What is expected:
Without copying any picture, return all lines below exactly.

Data listing:
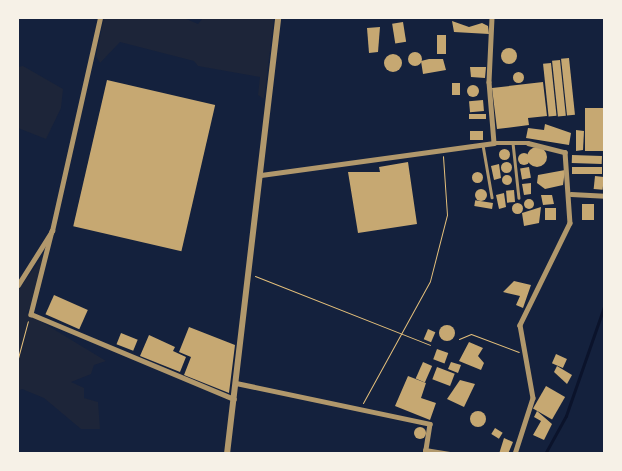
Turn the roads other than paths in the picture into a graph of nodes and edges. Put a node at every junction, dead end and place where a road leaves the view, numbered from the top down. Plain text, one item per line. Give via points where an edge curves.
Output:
1 (100, 18) edge
2 (278, 18) edge
3 (492, 18) edge
4 (494, 143) junction
5 (513, 143) junction
6 (483, 144) junction
7 (261, 175) junction
8 (571, 194) junction
9 (604, 196) edge
10 (492, 197) dead end
11 (519, 198) dead end
12 (52, 231) junction
13 (18, 285) edge
14 (236, 383) junction
15 (234, 399) junction
16 (425, 452) edge
17 (227, 454) edge
18 (450, 454) edge
19 (515, 454) edge

1 - 12 street
2 - 7 street
3 - 4 street via 489,82
4 - 5 street
4 - 6 street
5 - 8 street via 565,152
5 - 11 lane
6 - 7 street
6 - 10 lane
7 - 14 street
8 - 9 street
8 - 19 street via 568,229 520,325 533,409
12 - 13 street
12 - 15 street via 31,314
14 - 15 street
14 - 16 street via 430,424
15 - 17 street
16 - 18 street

Response for this exercise:
Turn the roads other than paths in the picture into a graph of nodes and edges. Put a node at every junction, dead end and place where a road leaves the view, numbered from the top down. Plain text, one item per line. Give via points where an edge curves.
Output:
1 (100, 18) edge
2 (278, 18) edge
3 (492, 18) edge
4 (494, 143) junction
5 (513, 143) junction
6 (483, 144) junction
7 (261, 175) junction
8 (571, 194) junction
9 (604, 196) edge
10 (492, 197) dead end
11 (519, 198) dead end
12 (52, 231) junction
13 (18, 285) edge
14 (236, 383) junction
15 (234, 399) junction
16 (425, 452) edge
17 (227, 454) edge
18 (450, 454) edge
19 (515, 454) edge

1 - 12 street
2 - 7 street
3 - 4 street via 489,82
4 - 5 street
4 - 6 street
5 - 8 street via 565,152
5 - 11 lane
6 - 7 street
6 - 10 lane
7 - 14 street
8 - 9 street
8 - 19 street via 568,229 520,325 533,409
12 - 13 street
12 - 15 street via 31,314
14 - 15 street
14 - 16 street via 430,424
15 - 17 street
16 - 18 street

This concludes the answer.